The Permanent Observer of Holy See to UNESCO is the representative of the Holy See to the United Nations Educational, Scientific and Cultural Organization (UNESCO), which is based in Paris. The Church also has representatives at the headquarters of the United Nations in New York and at the headquarters of a number of its other international bodies in Geneva and Nairobi.

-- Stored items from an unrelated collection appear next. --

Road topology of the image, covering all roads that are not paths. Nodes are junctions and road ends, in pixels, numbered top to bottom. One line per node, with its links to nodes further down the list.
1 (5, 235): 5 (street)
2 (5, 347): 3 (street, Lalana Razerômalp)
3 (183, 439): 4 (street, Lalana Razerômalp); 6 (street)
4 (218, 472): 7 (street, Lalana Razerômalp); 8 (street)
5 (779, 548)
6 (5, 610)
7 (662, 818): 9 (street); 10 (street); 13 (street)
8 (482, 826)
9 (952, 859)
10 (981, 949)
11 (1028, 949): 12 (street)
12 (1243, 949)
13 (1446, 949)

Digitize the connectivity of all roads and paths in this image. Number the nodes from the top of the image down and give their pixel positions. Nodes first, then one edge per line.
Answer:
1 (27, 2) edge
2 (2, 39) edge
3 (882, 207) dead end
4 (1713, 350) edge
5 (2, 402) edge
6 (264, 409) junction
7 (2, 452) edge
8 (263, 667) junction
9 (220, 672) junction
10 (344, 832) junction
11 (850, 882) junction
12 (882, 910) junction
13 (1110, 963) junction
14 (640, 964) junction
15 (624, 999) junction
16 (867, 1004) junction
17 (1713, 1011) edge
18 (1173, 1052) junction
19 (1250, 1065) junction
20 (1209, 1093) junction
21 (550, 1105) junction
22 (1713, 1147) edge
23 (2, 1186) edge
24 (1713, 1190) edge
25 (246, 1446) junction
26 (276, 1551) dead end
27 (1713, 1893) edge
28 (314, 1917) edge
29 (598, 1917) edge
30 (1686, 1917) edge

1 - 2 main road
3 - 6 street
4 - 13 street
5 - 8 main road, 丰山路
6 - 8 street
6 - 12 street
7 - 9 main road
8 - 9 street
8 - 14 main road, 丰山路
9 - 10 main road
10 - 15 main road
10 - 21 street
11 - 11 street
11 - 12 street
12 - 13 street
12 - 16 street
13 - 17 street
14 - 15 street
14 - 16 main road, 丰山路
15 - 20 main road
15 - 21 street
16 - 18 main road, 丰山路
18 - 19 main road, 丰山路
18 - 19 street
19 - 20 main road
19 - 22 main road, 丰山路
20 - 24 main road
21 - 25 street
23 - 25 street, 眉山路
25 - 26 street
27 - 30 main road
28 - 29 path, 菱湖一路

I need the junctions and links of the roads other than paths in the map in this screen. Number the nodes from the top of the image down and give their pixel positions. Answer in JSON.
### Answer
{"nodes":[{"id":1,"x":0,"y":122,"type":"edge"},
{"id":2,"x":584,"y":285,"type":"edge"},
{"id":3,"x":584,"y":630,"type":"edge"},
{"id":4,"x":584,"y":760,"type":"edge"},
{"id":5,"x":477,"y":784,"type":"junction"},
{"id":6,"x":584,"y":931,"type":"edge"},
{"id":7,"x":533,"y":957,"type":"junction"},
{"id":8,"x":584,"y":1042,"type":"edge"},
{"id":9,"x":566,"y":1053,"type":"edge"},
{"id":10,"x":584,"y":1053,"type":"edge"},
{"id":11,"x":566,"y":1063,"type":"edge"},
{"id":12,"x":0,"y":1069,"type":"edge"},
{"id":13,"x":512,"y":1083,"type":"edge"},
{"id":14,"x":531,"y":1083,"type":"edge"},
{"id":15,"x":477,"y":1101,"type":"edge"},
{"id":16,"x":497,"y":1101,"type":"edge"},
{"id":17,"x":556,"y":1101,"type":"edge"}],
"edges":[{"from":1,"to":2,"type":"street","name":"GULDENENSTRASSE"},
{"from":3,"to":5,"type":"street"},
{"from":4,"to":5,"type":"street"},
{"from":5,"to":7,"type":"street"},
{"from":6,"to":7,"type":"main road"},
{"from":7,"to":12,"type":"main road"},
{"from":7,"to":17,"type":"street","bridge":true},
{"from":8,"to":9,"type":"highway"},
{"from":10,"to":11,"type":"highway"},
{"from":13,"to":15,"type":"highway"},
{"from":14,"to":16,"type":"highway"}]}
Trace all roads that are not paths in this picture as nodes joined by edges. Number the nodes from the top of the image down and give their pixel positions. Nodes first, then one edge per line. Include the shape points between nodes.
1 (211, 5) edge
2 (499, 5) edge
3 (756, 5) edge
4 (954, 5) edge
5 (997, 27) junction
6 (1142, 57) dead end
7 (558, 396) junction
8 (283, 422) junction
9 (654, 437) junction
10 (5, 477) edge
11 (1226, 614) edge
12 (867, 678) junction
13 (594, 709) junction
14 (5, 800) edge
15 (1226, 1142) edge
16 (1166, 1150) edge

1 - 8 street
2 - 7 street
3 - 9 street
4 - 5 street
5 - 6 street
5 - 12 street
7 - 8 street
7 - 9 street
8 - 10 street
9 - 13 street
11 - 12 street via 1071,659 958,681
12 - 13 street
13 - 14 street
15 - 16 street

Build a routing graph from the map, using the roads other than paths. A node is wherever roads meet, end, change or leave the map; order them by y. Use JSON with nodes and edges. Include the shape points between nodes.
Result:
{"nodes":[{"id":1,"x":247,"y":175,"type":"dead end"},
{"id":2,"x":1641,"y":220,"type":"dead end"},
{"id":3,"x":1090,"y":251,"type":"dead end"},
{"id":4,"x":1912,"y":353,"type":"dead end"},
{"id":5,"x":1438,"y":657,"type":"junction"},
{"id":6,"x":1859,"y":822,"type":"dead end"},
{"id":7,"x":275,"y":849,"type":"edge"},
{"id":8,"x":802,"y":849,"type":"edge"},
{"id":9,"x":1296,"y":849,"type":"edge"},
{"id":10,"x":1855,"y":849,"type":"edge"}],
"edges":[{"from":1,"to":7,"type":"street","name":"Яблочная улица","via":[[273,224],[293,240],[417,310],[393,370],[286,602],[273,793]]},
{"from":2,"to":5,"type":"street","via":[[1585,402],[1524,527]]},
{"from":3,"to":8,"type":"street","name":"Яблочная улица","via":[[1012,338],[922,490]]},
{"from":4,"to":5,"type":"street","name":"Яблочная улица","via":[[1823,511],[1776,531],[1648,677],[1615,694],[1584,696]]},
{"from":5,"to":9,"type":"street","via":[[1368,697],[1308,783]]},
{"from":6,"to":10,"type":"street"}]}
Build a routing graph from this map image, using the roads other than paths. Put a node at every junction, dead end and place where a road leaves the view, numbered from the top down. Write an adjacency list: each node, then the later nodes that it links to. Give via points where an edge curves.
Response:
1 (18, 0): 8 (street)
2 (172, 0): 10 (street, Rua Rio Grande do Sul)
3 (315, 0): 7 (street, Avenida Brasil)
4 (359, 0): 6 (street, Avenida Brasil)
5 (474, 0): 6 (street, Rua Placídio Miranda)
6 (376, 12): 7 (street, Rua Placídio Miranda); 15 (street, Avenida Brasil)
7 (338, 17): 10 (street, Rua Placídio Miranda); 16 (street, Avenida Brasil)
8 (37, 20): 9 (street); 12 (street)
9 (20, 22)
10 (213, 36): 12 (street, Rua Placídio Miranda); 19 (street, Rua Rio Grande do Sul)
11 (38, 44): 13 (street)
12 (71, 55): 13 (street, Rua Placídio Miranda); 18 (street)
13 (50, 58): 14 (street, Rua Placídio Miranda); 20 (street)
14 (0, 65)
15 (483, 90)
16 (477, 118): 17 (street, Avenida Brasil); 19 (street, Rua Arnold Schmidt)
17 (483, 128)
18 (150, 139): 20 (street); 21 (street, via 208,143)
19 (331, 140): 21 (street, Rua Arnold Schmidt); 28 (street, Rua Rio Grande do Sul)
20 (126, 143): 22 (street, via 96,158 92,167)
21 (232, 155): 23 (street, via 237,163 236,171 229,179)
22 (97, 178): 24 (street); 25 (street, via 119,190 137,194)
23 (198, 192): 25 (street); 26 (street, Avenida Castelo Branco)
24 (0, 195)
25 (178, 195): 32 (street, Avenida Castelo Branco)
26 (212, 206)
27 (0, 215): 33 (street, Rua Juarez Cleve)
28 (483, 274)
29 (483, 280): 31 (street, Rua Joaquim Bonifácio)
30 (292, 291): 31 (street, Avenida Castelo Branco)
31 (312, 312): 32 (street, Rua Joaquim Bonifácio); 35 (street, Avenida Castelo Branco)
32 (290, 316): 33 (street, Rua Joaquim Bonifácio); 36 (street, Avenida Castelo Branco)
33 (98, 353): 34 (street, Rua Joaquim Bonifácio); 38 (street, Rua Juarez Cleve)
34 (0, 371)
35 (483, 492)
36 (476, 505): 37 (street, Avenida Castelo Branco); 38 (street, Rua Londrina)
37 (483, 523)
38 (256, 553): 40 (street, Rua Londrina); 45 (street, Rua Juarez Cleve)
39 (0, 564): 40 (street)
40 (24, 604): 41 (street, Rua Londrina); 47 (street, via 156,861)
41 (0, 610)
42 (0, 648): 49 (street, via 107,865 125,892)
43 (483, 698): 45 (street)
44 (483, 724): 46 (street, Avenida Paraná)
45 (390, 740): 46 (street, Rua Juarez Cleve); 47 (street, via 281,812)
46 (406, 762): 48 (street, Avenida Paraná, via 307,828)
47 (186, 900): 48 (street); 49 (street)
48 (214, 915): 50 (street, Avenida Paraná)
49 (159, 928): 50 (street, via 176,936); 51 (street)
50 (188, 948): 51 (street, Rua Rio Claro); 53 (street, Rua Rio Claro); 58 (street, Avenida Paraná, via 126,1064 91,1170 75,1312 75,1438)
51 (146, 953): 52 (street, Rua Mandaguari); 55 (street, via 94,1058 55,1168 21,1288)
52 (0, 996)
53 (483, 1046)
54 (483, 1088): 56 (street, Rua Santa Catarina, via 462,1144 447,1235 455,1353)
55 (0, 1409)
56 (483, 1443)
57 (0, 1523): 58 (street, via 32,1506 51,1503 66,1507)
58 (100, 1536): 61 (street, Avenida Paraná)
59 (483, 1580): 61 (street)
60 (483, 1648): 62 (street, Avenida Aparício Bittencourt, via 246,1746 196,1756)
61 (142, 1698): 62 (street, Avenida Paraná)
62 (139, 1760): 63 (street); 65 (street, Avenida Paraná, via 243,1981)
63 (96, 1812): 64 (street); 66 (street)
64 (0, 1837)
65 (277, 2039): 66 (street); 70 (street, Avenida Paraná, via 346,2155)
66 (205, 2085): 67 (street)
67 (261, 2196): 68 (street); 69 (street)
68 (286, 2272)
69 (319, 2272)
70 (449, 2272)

The first to hold the position was Angelo Roncalli, who was also the Nuncio to France and a titular archbishop. Only one of his successors, Paolo Bertoli, has held those titles while serving as Permanent Observer. His immediate successor was typical of most: a priest who only became nuncio and archbishop when given his next assignment as Apostolic Nuncio to Costa Rica.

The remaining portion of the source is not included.